**Instructions to follow**
Whenever a line below includes the string "turn", show it.

───── Exercise material ─────

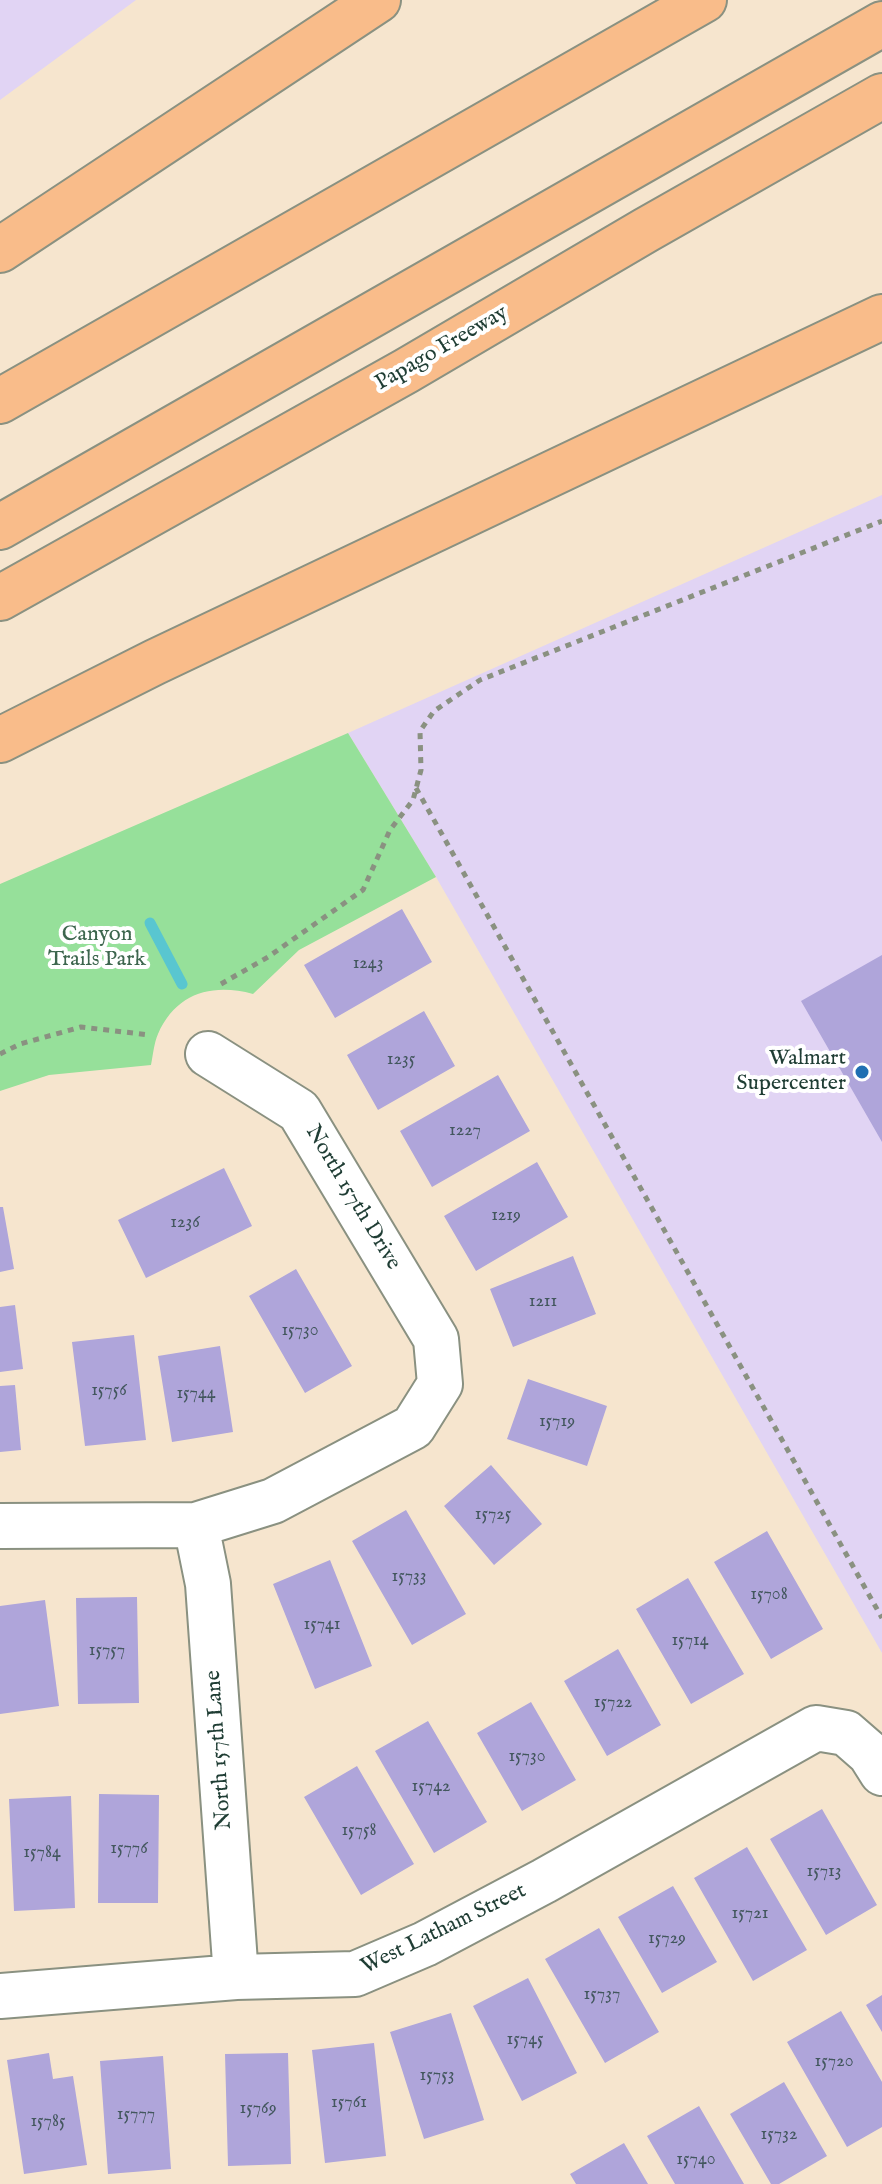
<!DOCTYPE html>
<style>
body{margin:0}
canvas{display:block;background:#f6e5ce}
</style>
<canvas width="882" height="2184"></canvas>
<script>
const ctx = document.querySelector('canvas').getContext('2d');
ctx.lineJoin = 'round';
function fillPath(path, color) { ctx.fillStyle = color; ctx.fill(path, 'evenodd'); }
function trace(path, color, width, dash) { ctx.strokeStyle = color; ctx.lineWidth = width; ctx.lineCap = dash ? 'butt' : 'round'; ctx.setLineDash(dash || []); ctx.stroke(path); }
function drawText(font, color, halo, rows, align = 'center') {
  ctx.font = font + ' "IM FELL English",serif'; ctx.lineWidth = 8; ctx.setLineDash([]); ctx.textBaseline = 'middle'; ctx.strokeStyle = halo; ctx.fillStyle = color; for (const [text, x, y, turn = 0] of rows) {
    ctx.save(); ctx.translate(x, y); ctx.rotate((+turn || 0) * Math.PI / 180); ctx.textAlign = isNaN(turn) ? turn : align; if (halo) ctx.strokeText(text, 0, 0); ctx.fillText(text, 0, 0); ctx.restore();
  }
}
fillPath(new Path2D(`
 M 0,0 L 136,0 L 0,100 Z
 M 882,495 L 882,1653 L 436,877 L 348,733 Z`), '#e1d4f4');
fillPath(new Path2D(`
 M 348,733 L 436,877 L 299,950 L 253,994 C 212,983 176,993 158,1034 C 154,1043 153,1055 151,1065 L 49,1075 L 0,1091 L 0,884 Z`), '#96e09a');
trace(new Path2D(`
 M 150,923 L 182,984`), '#59c6d0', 11);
fillPath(new Path2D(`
 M 402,909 L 432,962 L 335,1018 L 304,965 Z
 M 882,955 L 882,1142 L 801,1001 Z
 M 424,1011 L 455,1066 L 378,1110 L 347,1055 Z
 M 498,1075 L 530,1131 L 432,1187 L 400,1131 Z
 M 537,1162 L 568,1217 L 476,1271 L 444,1216 Z
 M 224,1168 L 252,1226 L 146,1278 L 118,1220 Z
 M 0,1207 L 3,1207 L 14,1269 L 0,1272 Z
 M 573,1256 L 596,1314 L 513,1347 L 490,1289 Z
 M 296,1269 L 352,1366 L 305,1393 L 249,1296 Z
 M 15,1305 L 23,1369 L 0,1372 L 0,1307 Z
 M 134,1335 L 146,1440 L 85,1446 L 72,1342 Z
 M 220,1346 L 233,1432 L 172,1442 L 158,1356 Z
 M 528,1379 L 607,1406 L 587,1466 L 507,1439 Z
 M 15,1385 L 21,1450 L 0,1452 L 0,1386 Z
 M 491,1465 L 542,1524 L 494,1565 L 444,1506 Z
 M 406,1510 L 466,1614 L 412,1645 L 352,1541 Z
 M 767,1531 L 823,1629 L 771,1659 L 714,1562 Z
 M 330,1560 L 372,1666 L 315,1689 L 273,1584 Z
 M 688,1578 L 744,1674 L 691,1704 L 636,1609 Z
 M 137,1597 L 139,1703 L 78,1704 L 76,1598 Z
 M 45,1600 L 59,1706 L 0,1714 L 0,1606 Z
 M 618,1649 L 661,1725 L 607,1756 L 564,1681 Z
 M 531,1702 L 576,1780 L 522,1811 L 477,1733 Z
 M 428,1721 L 487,1822 L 434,1853 L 375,1751 Z
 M 357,1766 L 414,1864 L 361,1895 L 304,1797 Z
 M 99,1794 L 159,1795 L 158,1903 L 98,1903 Z
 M 71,1796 L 75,1908 L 14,1911 L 9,1799 Z
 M 822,1809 L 877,1905 L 826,1935 L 770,1839 Z
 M 747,1847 L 807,1950 L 753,1981 L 694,1878 Z
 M 673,1886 L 717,1962 L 662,1993 L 618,1917 Z
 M 599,1928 L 659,2032 L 605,2063 L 545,1959 Z
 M 528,1978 L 577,2073 L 522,2101 L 473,2006 Z
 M 882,1995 L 882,2032 L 866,2005 Z
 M 841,2011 L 882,2082 L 882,2127 L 847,2147 L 787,2042 Z
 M 451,2013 L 484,2120 L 424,2139 L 390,2032 Z
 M 374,2043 L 386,2156 L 325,2163 L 312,2050 Z
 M 49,2053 L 53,2079 L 73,2076 L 87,2165 L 24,2174 L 7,2060 Z
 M 288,2053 L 291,2164 L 228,2166 L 225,2054 Z
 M 163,2056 L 171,2169 L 108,2174 L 100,2061 Z
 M 784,2082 L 827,2156 L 779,2184 L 771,2184 L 730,2114 Z
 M 699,2106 L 744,2184 L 675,2184 L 647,2136 Z
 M 624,2143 L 648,2184 L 576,2184 L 570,2174 Z`), '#afa5da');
const minor = new Path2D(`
 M 196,1525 L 208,1584 L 236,1977
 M 0,1526 L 196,1525 L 273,1501 L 413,1427 L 440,1384 L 436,1339 L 299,1111 L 208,1054
 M 0,1996 L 236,1977 L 355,1974 L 425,1944 L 544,1881 L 816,1728 L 846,1733 L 870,1754 L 882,1773`);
const highway = new Path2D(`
 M 0,250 L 378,0
 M 0,401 L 704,0
 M 0,527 L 882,24
 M 0,598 L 406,371 L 646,230 L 882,96
 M 0,740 L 155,662 L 882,317`);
trace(minor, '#8a9181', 48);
trace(highway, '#8a9181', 48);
trace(new Path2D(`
 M 416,788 L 882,1618
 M 221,984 L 268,957 L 363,890 L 390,830 L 413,800 L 421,770 L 420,731 L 434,711 L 480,680 L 882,521
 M 0,1054 L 20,1044 L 81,1027 L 150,1035`), '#8a9181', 5, [6, 6]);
trace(minor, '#fff', 44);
trace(highway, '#f9bc8a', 44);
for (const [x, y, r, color] of [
 [862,1072,8,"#1f6fb2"]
]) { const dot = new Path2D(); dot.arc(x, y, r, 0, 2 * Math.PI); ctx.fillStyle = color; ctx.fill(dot); trace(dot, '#fff', 3); }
drawText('18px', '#43575e', null, [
 ["1243",368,964],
 ["1235",401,1060],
 ["1227",465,1131],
 ["1219",506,1216],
 ["1236",185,1223],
 ["1211",543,1302],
 ["15730",300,1331],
 ["15756",109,1391],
 ["15744",196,1394],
 ["15719",557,1422],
 ["15725",493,1515],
 ["15733",409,1577],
 ["15708",769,1595],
 ["15741",322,1625],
 ["15714",690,1641],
 ["15757",107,1651],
 ["15722",613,1703],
 ["15730",527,1757],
 ["15742",431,1787],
 ["15758",359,1831],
 ["15776",129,1849],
 ["15784",42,1853],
 ["15713",824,1872],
 ["15721",750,1914],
 ["15729",667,1939],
 ["15737",602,1995],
 ["15745",525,2040],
 ["15720",834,2062],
 ["15753",437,2076],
 ["15761",349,2103],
 ["15769",258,2109],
 ["15777",136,2115],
 ["15785",48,2122],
 ["15732",779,2135],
 ["15740",696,2160]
]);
drawText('22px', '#1f3d34', '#fff', [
 ["Papago Freeway",442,349,-30],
 ["North 157th Drive",352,1198,59],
 ["North 157th Lane",220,1750,-94],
 ["West Latham Street",444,1930,-26]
]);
drawText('22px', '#3d664e', '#fff', [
 ["Canyon",97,935],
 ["Trails Park",97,960]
]);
drawText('22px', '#1f3d34', '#fff', [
 ["Walmart",846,1059],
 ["Supercenter",846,1084]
], 'right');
</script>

─────

**Exercise response**
  ctx.font = font + ' "IM FELL English",serif'; ctx.lineWidth = 8; ctx.setLineDash([]); ctx.textBaseline = 'middle'; ctx.strokeStyle = halo; ctx.fillStyle = color; for (const [text, x, y, turn = 0] of rows) {
    ctx.save(); ctx.translate(x, y); ctx.rotate((+turn || 0) * Math.PI / 180); ctx.textAlign = isNaN(turn) ? turn : align; if (halo) ctx.strokeText(text, 0, 0); ctx.fillText(text, 0, 0); ctx.restore();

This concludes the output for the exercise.